Monday, September 8, 2014

Our Gathering

Just returned home after four days with my beloved "Gathering" community, forming many new friendships and connecting more deeply with old friends. 

Today, as I heated up my tea water in our electric kettle inside our home, the memory of preparing tea at the gathering arose within and brought a sharp pang of longing.  Each morning, I would head down from my tent to the central campfire, and join at least a couple of elders and several others of our community who would be sitting around it.  I'd share of the hot water in one of the kettles sitting over the fire, then fill up the container for the next folks if it was running low. 

I feel a well of longing and sadness within me, for the deep-rooted companionship we all shared there, living in the open air, the safety and encouragement to be as weird and fantastic as we all are, the easy joviality and silliness, the shared treasuring of the village we create together.



Thursday, August 21, 2014

Hello!
Okay, I have to break the seal on writing again...here goes!  We were talking with the kids about stop-action animation the other day, and my husband found a free program to make them online.  Here is the result of our first foray into stop-action!  (We decided it's Gus the Friendly Ghost eating our quesadilla, and then he give the leftovers to his friend Mouse.)
(The upload is quite jumpy; keep in mind this is just my in to start writing again!)

Saturday, March 29, 2014

Warmth & Mud

A flag for a windy day!  My boy drew it with fabric markers (and a little help from me) on leftover scraps from a  wrap I carried him in as a baby.  Tied it to a stick and strapped it to our deck:





Today's warm weather had the kids outside for hours, he in pjs, she in her "twirly" dress.  Here he works on his first mud ball of the year:



Her little feet, and her little footprints:



Spent last night with some new friends, supporting one in her courageous, laughing, crying healing.  I was moved today to let down my usual guard of not getting myself "too dirty," and played full-on with the kids in the mud.  They both made good use of my changed attitude, smearing mud all over my clothes, delighted to have me squelching my toes along with them in the frigid "ponds" they had dug in the soggy earth.  Felt like the mom I always want to be.




Friday, January 31, 2014

Spirit

Feeling grateful tonight for the rich communities I've been welcomed into over the past few months. 

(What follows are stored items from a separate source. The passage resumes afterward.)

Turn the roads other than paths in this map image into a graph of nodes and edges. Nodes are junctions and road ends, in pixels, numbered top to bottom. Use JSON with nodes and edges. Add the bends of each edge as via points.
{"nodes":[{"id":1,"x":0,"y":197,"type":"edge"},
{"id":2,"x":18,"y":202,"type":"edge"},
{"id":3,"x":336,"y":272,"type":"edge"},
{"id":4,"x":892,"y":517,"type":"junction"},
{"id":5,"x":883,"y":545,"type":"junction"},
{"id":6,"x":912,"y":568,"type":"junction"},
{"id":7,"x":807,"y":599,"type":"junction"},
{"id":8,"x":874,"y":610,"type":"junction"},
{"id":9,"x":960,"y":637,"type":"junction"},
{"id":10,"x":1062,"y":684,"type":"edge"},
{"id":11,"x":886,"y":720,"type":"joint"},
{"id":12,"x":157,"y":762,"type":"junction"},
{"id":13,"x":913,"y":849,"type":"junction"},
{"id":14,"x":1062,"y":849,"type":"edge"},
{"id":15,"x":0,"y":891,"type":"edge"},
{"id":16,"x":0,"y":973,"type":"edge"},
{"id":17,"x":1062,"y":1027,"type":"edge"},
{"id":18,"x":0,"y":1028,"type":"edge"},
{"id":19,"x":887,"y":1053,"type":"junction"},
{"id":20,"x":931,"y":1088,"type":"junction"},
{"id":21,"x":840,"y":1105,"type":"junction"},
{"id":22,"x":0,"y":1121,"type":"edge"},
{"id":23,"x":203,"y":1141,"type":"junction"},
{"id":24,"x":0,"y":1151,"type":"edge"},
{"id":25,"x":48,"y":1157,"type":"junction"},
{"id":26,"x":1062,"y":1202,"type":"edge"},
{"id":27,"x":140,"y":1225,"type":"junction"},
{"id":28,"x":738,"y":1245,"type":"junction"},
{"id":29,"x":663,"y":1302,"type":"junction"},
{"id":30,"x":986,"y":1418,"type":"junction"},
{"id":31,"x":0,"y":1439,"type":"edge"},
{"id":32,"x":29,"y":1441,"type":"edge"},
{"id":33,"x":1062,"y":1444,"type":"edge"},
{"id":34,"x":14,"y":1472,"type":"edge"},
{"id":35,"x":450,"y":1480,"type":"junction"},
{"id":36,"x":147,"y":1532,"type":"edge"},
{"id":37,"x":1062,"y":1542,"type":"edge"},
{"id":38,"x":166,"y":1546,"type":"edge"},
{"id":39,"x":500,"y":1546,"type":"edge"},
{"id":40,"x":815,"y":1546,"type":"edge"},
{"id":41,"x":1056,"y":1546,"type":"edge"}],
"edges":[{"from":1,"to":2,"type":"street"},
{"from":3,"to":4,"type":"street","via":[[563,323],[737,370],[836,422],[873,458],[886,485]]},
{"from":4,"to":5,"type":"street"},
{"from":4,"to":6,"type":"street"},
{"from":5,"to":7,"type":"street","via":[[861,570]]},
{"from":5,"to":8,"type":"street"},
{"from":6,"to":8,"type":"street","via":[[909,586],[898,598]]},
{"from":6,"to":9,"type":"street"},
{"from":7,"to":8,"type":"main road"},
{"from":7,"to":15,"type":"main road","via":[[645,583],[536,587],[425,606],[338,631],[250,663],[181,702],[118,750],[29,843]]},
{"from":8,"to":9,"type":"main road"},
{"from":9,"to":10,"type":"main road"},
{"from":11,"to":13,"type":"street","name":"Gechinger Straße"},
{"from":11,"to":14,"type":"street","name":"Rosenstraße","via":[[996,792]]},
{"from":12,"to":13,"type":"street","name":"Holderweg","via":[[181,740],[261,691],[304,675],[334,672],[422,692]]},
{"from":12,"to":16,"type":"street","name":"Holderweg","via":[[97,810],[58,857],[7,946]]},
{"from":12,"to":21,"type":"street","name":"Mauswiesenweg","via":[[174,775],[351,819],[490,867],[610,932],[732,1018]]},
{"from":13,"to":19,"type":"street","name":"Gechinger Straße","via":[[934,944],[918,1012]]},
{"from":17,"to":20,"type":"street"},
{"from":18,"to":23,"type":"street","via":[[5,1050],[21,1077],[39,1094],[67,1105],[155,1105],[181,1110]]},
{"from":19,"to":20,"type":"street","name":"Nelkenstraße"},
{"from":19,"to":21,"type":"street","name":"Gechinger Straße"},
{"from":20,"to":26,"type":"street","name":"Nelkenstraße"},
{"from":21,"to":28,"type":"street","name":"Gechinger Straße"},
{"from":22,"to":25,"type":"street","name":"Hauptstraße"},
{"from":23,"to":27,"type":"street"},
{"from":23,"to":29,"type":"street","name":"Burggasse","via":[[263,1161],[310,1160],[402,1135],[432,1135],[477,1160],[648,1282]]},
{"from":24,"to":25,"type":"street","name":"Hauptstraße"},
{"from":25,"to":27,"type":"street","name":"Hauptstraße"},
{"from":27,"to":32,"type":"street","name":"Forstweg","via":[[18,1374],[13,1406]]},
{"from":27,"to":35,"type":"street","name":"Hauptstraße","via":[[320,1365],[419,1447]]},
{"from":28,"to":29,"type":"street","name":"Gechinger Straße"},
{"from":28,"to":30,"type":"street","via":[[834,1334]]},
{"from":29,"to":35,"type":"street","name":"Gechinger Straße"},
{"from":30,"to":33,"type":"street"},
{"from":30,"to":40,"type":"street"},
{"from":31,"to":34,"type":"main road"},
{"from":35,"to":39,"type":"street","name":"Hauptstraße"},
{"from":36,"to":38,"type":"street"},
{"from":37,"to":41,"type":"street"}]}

Many barren years have come and gone without revealing this honest, deep connectedness with other people outside my family.  Now I look around and find that I am suddenly holding hands with many people of like mind, many people walking the same paths I am.  Moving in unison toward the same distant drumbeat, working with the same vision in their hearts. 

I give thanks for the turning of this wheel, for this new era of my life.  I give thanks for each person sharing their truth, their tenderness, their fire, their willingness to be known.